____ INPUT MATERIAL
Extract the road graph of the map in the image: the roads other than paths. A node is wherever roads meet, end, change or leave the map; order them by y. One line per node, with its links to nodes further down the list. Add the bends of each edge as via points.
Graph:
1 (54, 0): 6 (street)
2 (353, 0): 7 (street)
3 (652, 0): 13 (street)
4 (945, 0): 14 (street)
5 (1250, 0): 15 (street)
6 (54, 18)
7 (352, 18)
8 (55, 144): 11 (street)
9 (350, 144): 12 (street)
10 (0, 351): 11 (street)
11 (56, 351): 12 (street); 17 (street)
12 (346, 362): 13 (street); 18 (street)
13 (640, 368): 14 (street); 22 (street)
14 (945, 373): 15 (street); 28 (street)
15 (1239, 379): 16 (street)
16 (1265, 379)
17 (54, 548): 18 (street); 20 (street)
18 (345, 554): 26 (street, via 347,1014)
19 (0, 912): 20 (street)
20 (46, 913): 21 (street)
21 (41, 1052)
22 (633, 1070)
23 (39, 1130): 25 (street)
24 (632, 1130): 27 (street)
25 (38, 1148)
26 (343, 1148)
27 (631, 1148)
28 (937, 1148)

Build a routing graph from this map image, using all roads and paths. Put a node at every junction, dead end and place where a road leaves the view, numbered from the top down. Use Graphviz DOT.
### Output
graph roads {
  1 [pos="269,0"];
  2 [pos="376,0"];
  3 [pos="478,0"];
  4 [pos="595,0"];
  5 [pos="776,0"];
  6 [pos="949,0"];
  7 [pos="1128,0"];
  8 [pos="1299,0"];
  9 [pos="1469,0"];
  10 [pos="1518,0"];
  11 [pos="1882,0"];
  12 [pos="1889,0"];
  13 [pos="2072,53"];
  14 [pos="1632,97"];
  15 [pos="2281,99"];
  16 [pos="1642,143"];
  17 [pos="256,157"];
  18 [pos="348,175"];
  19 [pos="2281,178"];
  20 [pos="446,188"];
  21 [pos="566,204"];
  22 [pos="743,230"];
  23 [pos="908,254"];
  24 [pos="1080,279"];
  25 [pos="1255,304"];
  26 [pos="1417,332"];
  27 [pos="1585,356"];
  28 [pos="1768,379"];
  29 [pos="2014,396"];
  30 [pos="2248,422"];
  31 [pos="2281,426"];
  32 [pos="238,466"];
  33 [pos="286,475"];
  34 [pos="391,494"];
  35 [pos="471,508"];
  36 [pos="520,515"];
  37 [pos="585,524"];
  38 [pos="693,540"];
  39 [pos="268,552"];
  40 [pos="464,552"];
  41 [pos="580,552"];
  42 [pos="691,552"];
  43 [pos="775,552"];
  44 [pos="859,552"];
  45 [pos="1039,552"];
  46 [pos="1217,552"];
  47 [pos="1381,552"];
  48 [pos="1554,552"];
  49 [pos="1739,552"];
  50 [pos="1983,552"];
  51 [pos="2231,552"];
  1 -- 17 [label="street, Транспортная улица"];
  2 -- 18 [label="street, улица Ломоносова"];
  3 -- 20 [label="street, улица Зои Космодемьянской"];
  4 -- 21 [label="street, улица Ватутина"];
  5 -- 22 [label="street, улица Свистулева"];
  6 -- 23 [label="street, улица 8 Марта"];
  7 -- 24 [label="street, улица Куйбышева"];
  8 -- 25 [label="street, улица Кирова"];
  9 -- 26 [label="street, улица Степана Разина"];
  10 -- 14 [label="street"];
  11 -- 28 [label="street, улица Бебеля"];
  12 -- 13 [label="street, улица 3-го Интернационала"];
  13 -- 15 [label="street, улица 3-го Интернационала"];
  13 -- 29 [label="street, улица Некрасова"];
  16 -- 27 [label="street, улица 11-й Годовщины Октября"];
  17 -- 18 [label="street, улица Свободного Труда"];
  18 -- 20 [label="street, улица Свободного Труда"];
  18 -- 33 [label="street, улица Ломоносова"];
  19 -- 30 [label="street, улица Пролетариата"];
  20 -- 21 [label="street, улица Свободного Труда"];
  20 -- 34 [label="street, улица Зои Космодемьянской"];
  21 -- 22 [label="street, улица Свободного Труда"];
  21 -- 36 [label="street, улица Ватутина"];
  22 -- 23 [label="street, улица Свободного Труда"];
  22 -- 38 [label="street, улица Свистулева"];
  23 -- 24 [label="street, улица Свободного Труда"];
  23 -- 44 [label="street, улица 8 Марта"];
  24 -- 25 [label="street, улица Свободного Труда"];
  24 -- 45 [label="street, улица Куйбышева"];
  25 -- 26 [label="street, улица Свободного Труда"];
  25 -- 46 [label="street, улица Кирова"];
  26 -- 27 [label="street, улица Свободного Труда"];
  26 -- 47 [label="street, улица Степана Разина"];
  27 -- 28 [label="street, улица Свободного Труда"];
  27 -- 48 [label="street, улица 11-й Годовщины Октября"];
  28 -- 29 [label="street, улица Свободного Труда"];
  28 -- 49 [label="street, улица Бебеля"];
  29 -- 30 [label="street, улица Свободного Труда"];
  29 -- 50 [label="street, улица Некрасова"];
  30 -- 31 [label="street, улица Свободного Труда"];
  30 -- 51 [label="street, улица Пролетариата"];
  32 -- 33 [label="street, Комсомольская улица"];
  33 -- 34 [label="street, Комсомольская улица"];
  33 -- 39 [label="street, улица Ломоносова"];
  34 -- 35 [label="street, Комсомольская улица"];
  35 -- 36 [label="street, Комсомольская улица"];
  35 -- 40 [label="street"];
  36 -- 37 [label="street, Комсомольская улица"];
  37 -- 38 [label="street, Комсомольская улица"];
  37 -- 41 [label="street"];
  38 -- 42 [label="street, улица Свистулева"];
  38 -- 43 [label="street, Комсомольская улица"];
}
________
## PROBLEM TO SOLVE
What you write must be the entries restated word for word, from the opening line through the one holding "Build a routing", with nothing else.

## PROBLEM SOLUTION
Extract the road graph of the map in the image: the roads other than paths. A node is wherever roads meet, end, change or leave the map; order them by y. One line per node, with its links to nodes further down the list. Add the bends of each edge as via points.
Graph:
1 (54, 0): 6 (street)
2 (353, 0): 7 (street)
3 (652, 0): 13 (street)
4 (945, 0): 14 (street)
5 (1250, 0): 15 (street)
6 (54, 18)
7 (352, 18)
8 (55, 144): 11 (street)
9 (350, 144): 12 (street)
10 (0, 351): 11 (street)
11 (56, 351): 12 (street); 17 (street)
12 (346, 362): 13 (street); 18 (street)
13 (640, 368): 14 (street); 22 (street)
14 (945, 373): 15 (street); 28 (street)
15 (1239, 379): 16 (street)
16 (1265, 379)
17 (54, 548): 18 (street); 20 (street)
18 (345, 554): 26 (street, via 347,1014)
19 (0, 912): 20 (street)
20 (46, 913): 21 (street)
21 (41, 1052)
22 (633, 1070)
23 (39, 1130): 25 (street)
24 (632, 1130): 27 (street)
25 (38, 1148)
26 (343, 1148)
27 (631, 1148)
28 (937, 1148)

Build a routing graph from this map image, using all roads and paths. Put a node at every junction, dead end and place where a road leaves the view, numbered from the top down. Use Graphviz DOT.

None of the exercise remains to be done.